Elsevier

Midwifery

Volume 29, Issue 4, April 2013, Pages 294-299
Midwifery

Normalising birth for women with a disability: The challenges facing practitioners

https://doi.org/10.1016/j.midw.2011.10.007Get rights and content

Abstract

Previous research on pregnant women with a disability and their experience of maternity care demonstrated that these mothers perceived themselves to be the ‘perennial outsiders’ with midwives automatically categorising them as ‘high risk’ because of their disability. They also felt that their ability to make choices, stay in control and have continuity of care was not considered to be part of the mainstream maternity care for them because they did not fit the ‘normal’ category.

Objective: this research was undertaken to explore the perceptions of two multiprofessional teams in Irish hospitals as to how maternity services to these mothers can be improved.

Participants: nineteen health-care professionals from midwifery, social work and public health nursing were recruited.

Setting: two from two major maternity hospitals, one in the North and one in the South of Ireland. were featured.

Design: the method chosen was a qualitative approach, using focus group interviews in which case studies depicting a range and breadth of women's birthing experiences were presented and discussed. Newell and Burnard's (2006) six stage approach to thematic content analysis was used.

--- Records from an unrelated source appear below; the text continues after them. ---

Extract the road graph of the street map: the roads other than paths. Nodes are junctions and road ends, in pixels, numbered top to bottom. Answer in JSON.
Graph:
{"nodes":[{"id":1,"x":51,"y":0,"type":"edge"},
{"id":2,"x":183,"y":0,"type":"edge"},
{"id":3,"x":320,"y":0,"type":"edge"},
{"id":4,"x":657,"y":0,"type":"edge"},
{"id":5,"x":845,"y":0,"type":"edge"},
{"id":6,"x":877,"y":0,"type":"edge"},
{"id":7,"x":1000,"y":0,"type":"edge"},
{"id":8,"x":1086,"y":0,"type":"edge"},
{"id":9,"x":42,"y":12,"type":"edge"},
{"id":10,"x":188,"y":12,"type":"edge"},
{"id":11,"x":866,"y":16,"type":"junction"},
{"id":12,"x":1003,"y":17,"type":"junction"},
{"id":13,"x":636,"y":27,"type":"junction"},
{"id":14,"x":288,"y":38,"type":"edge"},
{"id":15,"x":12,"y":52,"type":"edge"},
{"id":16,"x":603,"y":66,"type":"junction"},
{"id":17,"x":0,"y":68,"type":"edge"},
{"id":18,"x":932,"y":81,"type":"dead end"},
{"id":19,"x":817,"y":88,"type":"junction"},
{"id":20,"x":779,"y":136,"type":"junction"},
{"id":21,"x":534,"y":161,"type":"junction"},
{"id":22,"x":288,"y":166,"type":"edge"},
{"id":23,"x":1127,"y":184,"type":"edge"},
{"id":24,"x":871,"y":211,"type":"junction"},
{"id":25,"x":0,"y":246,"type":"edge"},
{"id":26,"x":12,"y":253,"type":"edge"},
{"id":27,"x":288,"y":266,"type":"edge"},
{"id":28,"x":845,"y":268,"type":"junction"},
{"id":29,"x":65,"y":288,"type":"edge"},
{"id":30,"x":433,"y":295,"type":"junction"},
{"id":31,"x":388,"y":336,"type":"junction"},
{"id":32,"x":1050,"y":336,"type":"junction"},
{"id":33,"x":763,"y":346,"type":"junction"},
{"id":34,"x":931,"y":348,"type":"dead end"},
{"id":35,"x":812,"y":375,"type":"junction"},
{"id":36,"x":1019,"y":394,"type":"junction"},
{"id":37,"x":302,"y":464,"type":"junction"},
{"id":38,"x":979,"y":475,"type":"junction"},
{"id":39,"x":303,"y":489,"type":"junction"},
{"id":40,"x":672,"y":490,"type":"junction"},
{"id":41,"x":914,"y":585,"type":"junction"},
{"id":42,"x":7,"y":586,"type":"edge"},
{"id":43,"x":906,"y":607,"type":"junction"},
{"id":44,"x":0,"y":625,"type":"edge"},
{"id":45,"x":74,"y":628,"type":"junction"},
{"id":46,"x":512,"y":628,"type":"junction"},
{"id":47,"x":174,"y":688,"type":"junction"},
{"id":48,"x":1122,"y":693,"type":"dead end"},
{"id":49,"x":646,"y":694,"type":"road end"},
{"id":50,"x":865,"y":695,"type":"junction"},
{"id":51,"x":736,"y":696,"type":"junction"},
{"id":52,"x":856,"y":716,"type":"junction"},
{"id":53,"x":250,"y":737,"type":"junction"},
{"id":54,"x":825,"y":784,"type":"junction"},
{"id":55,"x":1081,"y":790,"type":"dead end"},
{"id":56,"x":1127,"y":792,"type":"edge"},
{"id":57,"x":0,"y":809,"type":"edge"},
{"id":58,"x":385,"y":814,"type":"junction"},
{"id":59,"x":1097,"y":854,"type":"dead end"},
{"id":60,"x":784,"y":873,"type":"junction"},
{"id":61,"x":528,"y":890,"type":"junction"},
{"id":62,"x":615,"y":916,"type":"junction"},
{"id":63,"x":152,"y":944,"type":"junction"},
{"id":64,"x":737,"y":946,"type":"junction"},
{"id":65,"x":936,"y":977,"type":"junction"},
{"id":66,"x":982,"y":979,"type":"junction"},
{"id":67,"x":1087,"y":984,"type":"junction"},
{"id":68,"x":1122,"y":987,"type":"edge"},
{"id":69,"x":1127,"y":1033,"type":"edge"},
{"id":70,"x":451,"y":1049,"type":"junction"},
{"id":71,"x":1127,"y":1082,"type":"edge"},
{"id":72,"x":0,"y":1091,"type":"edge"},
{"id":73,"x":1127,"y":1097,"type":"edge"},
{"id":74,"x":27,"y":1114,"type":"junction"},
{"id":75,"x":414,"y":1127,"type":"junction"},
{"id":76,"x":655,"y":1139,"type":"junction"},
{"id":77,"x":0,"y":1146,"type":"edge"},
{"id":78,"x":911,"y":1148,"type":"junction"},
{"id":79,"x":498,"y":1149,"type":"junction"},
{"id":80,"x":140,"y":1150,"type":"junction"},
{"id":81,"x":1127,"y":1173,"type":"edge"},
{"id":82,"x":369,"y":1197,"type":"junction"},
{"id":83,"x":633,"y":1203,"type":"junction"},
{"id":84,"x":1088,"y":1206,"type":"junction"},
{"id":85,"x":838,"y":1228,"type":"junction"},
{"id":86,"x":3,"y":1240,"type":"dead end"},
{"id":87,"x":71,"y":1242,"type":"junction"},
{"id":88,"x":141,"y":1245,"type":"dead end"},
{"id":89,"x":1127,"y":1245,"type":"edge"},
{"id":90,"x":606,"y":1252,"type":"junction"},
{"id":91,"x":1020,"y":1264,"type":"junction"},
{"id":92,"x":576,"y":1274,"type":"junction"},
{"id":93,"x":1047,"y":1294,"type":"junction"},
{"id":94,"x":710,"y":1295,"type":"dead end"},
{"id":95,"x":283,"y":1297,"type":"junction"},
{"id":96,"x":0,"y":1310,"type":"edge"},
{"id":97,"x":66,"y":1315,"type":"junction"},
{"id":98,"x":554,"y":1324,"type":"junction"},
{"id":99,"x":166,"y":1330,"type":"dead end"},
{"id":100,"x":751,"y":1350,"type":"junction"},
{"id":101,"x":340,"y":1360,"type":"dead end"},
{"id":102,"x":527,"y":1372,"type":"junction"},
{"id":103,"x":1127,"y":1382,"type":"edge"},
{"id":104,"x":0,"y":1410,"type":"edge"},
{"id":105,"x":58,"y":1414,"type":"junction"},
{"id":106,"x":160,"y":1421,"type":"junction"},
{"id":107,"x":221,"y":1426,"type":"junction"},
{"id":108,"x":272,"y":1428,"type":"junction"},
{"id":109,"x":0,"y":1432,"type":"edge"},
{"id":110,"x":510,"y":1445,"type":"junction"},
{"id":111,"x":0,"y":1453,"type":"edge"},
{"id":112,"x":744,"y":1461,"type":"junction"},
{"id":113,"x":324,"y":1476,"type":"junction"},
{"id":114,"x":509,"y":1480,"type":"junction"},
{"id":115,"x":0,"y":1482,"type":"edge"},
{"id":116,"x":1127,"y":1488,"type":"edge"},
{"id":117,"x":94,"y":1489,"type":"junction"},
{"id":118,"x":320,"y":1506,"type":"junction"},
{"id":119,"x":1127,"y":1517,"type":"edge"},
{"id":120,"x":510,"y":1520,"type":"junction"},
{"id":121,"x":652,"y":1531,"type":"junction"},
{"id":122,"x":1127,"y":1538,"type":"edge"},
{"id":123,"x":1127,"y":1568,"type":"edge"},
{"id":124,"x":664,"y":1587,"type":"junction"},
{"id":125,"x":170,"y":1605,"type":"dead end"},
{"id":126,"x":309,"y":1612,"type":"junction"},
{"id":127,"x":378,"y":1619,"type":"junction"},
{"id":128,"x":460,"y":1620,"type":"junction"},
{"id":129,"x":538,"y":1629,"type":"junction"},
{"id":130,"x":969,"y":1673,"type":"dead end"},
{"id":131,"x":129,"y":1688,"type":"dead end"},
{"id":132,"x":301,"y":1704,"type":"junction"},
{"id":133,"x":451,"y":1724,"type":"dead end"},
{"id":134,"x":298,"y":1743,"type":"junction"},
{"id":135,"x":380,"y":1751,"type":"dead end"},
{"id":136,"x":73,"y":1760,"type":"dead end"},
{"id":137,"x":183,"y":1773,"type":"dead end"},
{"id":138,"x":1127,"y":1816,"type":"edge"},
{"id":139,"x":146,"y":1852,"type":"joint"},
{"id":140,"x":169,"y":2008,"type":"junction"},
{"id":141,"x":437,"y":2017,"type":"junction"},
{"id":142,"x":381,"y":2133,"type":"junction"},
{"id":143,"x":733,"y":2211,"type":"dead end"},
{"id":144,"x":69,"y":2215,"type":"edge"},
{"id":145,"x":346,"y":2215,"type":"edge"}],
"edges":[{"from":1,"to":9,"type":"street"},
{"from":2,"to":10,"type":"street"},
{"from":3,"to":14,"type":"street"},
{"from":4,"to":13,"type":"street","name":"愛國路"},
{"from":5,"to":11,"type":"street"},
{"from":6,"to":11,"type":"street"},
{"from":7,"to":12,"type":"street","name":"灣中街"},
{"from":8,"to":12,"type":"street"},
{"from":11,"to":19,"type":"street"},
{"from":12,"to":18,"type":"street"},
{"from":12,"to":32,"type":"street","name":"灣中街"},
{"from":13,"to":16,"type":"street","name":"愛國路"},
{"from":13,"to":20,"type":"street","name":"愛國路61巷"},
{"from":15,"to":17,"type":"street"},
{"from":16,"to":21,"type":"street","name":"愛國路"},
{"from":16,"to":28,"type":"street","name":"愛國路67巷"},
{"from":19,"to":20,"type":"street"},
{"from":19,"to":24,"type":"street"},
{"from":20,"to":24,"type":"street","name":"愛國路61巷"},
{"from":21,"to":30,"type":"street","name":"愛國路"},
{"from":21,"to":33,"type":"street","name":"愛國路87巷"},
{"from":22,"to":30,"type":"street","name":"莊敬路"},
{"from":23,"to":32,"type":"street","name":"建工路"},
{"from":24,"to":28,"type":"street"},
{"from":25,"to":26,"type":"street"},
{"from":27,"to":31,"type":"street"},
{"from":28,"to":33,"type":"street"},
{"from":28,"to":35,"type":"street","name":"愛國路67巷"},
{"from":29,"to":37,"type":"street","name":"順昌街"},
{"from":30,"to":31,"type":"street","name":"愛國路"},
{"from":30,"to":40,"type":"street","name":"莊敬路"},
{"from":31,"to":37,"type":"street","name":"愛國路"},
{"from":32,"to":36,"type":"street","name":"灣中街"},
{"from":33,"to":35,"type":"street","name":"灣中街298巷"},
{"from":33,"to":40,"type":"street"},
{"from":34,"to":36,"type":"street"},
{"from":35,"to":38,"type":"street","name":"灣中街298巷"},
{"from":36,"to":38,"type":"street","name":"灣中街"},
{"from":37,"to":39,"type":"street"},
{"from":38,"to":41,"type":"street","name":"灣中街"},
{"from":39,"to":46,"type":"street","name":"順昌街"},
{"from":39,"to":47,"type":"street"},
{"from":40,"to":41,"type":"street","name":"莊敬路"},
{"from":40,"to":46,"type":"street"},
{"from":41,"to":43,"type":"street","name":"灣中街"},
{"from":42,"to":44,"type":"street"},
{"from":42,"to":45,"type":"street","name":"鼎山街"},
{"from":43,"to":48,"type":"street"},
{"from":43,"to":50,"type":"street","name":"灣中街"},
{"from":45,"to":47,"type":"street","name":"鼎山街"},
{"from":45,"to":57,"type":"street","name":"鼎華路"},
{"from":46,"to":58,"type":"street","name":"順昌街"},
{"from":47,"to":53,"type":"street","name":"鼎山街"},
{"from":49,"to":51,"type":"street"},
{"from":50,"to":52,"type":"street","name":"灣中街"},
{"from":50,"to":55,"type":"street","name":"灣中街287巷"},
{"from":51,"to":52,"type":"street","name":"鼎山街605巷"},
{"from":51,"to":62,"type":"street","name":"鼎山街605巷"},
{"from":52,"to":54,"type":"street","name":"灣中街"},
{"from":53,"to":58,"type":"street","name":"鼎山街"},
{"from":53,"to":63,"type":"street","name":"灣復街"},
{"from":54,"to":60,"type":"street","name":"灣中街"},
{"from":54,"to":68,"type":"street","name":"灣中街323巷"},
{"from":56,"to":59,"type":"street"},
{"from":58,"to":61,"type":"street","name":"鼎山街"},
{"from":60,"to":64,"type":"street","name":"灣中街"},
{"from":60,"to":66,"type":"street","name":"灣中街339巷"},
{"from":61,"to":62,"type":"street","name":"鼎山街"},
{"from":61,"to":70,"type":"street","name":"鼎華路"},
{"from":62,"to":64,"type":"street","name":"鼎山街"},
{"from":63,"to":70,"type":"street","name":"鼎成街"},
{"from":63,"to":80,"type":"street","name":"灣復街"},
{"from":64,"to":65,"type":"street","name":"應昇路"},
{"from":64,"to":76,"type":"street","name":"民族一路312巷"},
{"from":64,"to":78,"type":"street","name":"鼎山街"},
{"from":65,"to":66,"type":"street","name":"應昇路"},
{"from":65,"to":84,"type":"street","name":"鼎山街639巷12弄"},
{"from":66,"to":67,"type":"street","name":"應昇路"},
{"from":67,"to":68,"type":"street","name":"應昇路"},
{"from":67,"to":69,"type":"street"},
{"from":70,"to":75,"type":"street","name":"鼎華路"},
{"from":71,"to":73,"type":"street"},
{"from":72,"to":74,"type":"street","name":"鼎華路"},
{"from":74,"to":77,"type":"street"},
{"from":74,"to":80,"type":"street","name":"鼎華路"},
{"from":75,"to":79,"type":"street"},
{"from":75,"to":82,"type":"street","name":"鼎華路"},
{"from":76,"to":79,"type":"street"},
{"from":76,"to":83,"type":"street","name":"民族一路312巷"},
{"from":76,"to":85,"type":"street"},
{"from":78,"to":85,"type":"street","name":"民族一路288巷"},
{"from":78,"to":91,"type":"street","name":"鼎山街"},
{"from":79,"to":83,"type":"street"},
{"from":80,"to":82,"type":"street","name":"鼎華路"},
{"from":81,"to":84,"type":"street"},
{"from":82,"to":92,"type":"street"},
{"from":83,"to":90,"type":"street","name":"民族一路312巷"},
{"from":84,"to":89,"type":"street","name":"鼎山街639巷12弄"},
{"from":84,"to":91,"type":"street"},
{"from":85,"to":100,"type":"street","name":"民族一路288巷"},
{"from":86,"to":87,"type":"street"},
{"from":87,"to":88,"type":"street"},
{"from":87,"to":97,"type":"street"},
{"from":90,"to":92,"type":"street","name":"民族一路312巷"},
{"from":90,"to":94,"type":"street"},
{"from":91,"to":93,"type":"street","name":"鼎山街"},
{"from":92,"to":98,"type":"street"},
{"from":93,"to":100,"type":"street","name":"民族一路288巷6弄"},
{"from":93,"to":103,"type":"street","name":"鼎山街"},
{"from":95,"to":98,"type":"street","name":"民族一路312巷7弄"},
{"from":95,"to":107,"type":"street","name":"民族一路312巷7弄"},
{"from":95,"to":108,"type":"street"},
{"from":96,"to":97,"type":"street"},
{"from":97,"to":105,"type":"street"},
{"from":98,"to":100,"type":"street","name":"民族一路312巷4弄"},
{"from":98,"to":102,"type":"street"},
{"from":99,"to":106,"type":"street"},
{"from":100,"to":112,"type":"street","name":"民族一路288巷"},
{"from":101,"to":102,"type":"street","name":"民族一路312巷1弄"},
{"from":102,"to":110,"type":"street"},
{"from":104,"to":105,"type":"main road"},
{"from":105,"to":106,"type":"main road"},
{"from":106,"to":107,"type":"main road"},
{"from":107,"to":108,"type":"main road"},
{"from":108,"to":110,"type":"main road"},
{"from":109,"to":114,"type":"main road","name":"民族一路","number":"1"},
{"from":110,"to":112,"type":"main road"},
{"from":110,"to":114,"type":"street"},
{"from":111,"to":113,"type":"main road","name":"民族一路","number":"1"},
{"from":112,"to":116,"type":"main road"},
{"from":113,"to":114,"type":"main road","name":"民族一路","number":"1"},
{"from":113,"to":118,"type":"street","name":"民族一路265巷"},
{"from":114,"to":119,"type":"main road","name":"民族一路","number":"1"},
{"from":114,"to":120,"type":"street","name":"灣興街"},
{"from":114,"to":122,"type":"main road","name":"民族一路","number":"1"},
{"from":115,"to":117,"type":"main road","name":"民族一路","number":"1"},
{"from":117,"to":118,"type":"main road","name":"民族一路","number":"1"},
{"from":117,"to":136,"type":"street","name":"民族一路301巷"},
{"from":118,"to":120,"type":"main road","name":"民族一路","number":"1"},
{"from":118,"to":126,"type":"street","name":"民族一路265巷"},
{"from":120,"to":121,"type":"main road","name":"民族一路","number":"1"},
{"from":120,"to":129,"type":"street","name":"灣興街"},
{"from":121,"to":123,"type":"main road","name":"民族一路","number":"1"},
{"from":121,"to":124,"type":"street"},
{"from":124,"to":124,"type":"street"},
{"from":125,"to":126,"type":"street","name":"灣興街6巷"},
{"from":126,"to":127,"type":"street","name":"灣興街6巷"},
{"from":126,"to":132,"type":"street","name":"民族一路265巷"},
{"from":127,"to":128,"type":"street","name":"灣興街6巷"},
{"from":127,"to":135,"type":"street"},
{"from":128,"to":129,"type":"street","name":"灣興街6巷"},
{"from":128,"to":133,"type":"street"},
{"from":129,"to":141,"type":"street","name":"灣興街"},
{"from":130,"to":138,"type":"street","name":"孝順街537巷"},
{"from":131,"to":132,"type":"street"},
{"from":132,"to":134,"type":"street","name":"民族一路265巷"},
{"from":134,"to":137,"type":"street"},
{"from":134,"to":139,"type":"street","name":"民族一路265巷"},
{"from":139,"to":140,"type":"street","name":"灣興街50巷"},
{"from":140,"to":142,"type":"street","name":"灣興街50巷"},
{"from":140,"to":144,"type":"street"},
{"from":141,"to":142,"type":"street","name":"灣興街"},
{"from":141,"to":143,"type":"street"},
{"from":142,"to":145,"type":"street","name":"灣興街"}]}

Findings: the professionals found the disabled women's stories believable, upsetting and challenging.

Key conclusions: Staff acknowledged their ‘lack of competence, knowledge and skill’ regarding disability and felt that, on reflection, their failure to consult and collaborate with disabled women contributed to their failing to provide individualised woman centred care to women with a disability.

Implications of practice: A series of recommendations for improved practice was agreed.

Introduction

Disability has been defined as a consequence of impairments, physical, sensory and intellectual, which affect a person's ability to perform normal day to day activities (World Health Organisation, 2001). By contrast the social model of disability views it as a consequence of organisational, attitudinal and environmental barriers, which severely limit an impaired person's participation in society (Thomas and Curtis, 1997). The International Classification of Functioning (World Health Organisation, 2001) embraces both perspectives and provides a framework for optimising as well as assessing a persons participation in ordinary activities. For disabled women this includes child birth.

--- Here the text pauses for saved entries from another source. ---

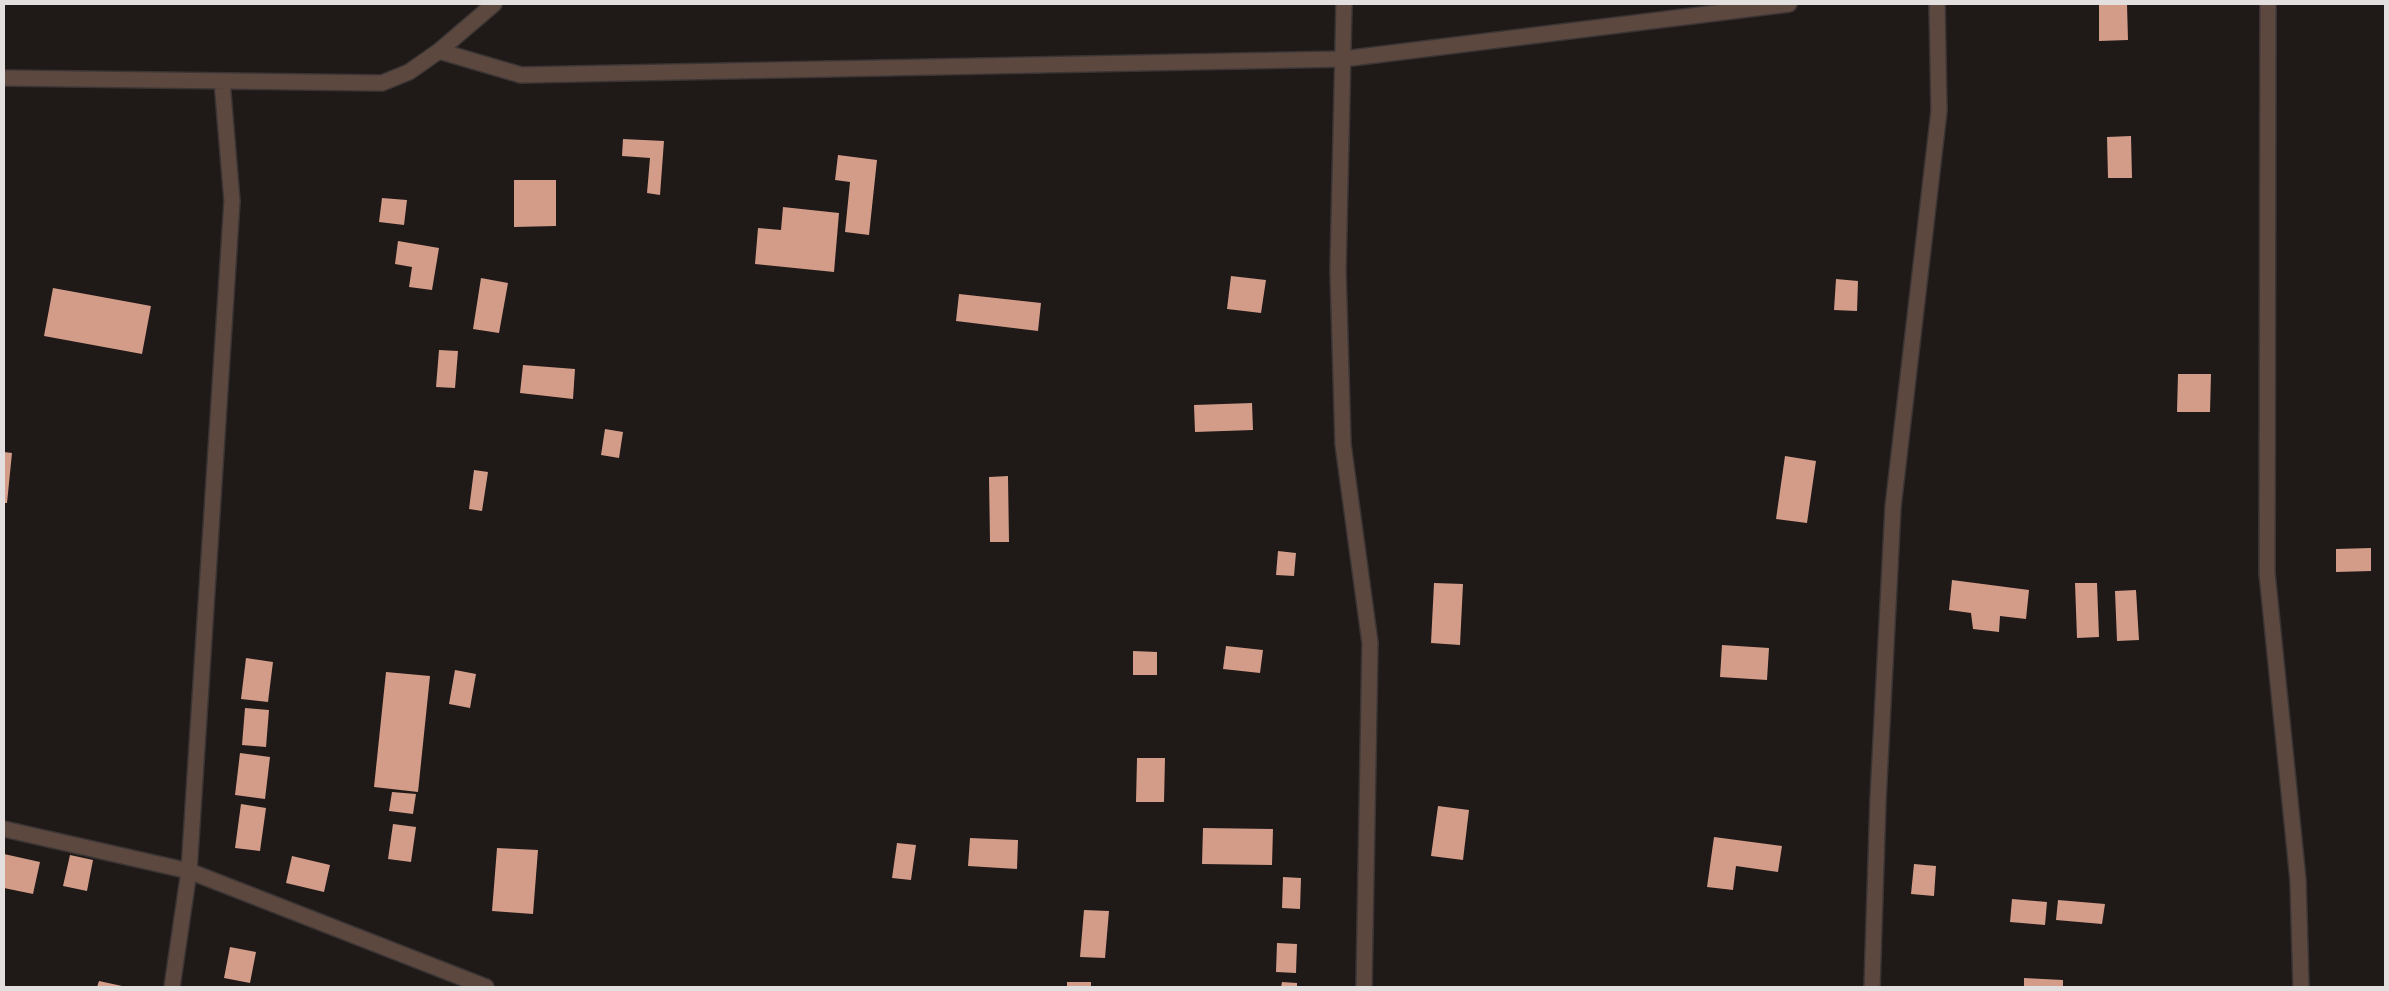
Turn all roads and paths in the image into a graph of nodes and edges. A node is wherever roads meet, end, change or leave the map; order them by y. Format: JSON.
{"nodes":[{"id":1,"x":494,"y":4,"type":"edge"},
{"id":2,"x":1344,"y":4,"type":"edge"},
{"id":3,"x":1790,"y":4,"type":"edge"},
{"id":4,"x":1937,"y":4,"type":"edge"},
{"id":5,"x":2268,"y":4,"type":"edge"},
{"id":6,"x":439,"y":51,"type":"junction"},
{"id":7,"x":1343,"y":59,"type":"junction"},
{"id":8,"x":4,"y":78,"type":"edge"},
{"id":9,"x":222,"y":81,"type":"junction"},
{"id":10,"x":4,"y":829,"type":"edge"},
{"id":11,"x":189,"y":871,"type":"junction"},
{"id":12,"x":172,"y":987,"type":"edge"},
{"id":13,"x":486,"y":987,"type":"edge"},
{"id":14,"x":1364,"y":987,"type":"edge"},
{"id":15,"x":1872,"y":987,"type":"edge"},
{"id":16,"x":2300,"y":987,"type":"edge"}],
"edges":[{"from":1,"to":6,"type":"street"},
{"from":2,"to":7,"type":"street"},
{"from":3,"to":7,"type":"street"},
{"from":4,"to":15,"type":"street"},
{"from":5,"to":16,"type":"street"},
{"from":6,"to":7,"type":"street"},
{"from":6,"to":9,"type":"street"},
{"from":7,"to":14,"type":"street"},
{"from":8,"to":9,"type":"street"},
{"from":9,"to":11,"type":"street"},
{"from":10,"to":11,"type":"street"},
{"from":11,"to":12,"type":"street"},
{"from":11,"to":13,"type":"street"}]}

However, there is strong evidence to suggest that the non-disabled population, inclusive of health-care professionals and across the generation gap, have reservations about disabled women becoming mothers (Ash and Fine, 1998, Neville-Jan, 2004). As a group, these women have traditionally been discouraged or even denied the opportunity to bear and rear children (Nosek et al., 2001). Moreover the assumption that disability is a medical condition requiring specialised intervention has profoundly affected the healthcare provided to disabled women, especially in relation to pregnancy and child birth. This minority group is often deemed ‘abnormal’ and consequently, they are likely to be regarded as problematic and in some cases, ‘incompetent’ with regard to having a normal birth and becoming a good mother. Health-care providers who are poorly educated in disability awareness and with minimal relevant training, are ill-equipped to serve the needs and expectations of women with disabilities (Campion, 1990, Kallianes and Rubenfeld, 1997). Consequently, these mothers are perceived as ‘high risk’ and are not offered the same opportunities as their able bodied peers to achieve their optimum birthing experience.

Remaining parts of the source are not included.